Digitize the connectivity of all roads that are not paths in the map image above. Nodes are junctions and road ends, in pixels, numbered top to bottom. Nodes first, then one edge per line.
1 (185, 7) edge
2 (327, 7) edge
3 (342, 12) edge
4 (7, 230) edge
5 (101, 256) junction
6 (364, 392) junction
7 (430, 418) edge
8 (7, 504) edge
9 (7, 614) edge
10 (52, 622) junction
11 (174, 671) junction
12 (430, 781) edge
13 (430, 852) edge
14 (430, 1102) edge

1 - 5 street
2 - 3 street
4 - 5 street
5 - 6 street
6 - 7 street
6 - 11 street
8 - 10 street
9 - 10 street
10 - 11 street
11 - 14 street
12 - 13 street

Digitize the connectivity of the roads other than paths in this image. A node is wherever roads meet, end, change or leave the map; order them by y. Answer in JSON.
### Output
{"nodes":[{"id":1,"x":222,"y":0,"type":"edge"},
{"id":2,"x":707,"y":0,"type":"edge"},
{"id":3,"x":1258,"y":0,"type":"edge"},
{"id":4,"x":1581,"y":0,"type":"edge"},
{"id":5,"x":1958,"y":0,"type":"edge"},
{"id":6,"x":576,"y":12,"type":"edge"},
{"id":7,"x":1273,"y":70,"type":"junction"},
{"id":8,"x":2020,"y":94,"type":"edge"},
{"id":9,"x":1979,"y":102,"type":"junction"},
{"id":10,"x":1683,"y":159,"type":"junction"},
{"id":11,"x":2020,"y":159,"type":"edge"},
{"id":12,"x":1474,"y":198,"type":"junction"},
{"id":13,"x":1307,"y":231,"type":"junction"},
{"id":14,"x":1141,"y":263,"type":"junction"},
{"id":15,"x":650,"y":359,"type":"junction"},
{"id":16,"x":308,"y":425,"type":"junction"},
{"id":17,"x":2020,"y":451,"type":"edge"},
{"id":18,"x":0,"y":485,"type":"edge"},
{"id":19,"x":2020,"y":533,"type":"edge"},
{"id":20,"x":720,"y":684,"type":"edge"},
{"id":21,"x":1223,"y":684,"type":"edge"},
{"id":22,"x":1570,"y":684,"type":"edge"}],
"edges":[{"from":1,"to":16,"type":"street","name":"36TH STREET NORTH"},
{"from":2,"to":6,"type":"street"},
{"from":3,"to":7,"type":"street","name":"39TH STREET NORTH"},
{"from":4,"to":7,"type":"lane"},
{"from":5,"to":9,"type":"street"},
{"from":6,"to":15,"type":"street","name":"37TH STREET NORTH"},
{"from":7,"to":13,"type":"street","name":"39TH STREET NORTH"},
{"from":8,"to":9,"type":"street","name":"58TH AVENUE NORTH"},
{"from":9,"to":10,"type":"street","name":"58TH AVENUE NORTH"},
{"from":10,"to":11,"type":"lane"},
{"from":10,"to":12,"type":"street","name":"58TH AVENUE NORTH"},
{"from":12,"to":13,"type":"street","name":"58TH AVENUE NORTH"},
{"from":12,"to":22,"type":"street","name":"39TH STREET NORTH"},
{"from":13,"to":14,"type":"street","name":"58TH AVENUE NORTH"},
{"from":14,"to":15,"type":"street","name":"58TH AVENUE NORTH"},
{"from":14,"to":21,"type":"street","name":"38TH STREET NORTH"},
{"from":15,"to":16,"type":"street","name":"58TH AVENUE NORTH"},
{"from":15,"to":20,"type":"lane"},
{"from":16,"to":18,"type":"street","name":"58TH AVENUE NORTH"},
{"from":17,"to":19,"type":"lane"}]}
# # #
Determine the number of lines in the listing that hold the word "Digitize", and supply that number and nothing further.

2